> [Work task] The lines from the top of the records below through the one containing "Turn all roads" are to be transcribed exactly, and nothing else is to be added.

> [Raw data]
***
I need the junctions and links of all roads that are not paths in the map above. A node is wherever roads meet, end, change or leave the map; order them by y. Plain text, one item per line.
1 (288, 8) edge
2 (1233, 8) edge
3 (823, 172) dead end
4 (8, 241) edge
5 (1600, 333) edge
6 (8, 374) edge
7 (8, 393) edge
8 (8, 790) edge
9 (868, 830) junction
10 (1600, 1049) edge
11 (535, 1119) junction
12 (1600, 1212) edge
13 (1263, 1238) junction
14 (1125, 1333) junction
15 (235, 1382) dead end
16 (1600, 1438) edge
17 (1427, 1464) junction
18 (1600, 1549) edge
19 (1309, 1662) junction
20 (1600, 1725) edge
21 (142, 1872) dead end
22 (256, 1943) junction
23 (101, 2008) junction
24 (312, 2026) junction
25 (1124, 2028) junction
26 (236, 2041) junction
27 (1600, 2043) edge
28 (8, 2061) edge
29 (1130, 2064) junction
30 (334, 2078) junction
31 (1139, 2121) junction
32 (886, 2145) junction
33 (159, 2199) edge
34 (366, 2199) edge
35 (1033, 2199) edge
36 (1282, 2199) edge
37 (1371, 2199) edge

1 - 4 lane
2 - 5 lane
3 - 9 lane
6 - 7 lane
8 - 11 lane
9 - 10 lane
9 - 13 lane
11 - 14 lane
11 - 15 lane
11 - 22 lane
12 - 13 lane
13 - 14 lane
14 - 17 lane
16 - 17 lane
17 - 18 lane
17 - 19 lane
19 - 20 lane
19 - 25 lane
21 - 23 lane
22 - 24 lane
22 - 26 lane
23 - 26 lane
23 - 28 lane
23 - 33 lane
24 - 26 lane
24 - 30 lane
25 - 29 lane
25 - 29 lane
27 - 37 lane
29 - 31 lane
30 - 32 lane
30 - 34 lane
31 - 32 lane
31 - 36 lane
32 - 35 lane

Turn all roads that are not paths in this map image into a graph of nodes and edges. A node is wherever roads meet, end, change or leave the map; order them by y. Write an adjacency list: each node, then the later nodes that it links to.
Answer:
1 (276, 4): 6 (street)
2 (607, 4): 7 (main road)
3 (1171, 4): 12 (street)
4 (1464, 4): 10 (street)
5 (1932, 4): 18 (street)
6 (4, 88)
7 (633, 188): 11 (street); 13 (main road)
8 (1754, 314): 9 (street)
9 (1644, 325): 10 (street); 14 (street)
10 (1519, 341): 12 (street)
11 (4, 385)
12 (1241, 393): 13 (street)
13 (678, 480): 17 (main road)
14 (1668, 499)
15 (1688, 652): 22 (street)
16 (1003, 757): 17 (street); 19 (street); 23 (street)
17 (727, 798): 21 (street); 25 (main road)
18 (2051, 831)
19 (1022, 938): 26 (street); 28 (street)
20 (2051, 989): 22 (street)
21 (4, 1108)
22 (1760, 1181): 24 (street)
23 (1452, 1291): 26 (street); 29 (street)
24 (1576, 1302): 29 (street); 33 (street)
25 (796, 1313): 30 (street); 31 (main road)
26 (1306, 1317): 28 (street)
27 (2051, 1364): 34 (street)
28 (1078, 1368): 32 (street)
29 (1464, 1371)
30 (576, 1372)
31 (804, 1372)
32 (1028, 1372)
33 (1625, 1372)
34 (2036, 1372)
***
> [Result below]
I need the junctions and links of all roads that are not paths in the map above. A node is wherever roads meet, end, change or leave the map; order them by y. Plain text, one item per line.
1 (288, 8) edge
2 (1233, 8) edge
3 (823, 172) dead end
4 (8, 241) edge
5 (1600, 333) edge
6 (8, 374) edge
7 (8, 393) edge
8 (8, 790) edge
9 (868, 830) junction
10 (1600, 1049) edge
11 (535, 1119) junction
12 (1600, 1212) edge
13 (1263, 1238) junction
14 (1125, 1333) junction
15 (235, 1382) dead end
16 (1600, 1438) edge
17 (1427, 1464) junction
18 (1600, 1549) edge
19 (1309, 1662) junction
20 (1600, 1725) edge
21 (142, 1872) dead end
22 (256, 1943) junction
23 (101, 2008) junction
24 (312, 2026) junction
25 (1124, 2028) junction
26 (236, 2041) junction
27 (1600, 2043) edge
28 (8, 2061) edge
29 (1130, 2064) junction
30 (334, 2078) junction
31 (1139, 2121) junction
32 (886, 2145) junction
33 (159, 2199) edge
34 (366, 2199) edge
35 (1033, 2199) edge
36 (1282, 2199) edge
37 (1371, 2199) edge

1 - 4 lane
2 - 5 lane
3 - 9 lane
6 - 7 lane
8 - 11 lane
9 - 10 lane
9 - 13 lane
11 - 14 lane
11 - 15 lane
11 - 22 lane
12 - 13 lane
13 - 14 lane
14 - 17 lane
16 - 17 lane
17 - 18 lane
17 - 19 lane
19 - 20 lane
19 - 25 lane
21 - 23 lane
22 - 24 lane
22 - 26 lane
23 - 26 lane
23 - 28 lane
23 - 33 lane
24 - 26 lane
24 - 30 lane
25 - 29 lane
25 - 29 lane
27 - 37 lane
29 - 31 lane
30 - 32 lane
30 - 34 lane
31 - 32 lane
31 - 36 lane
32 - 35 lane

Turn all roads that are not paths in this map image into a graph of nodes and edges. A node is wherever roads meet, end, change or leave the map; order them by y. Write an adjacency list: each node, then the later nodes that it links to.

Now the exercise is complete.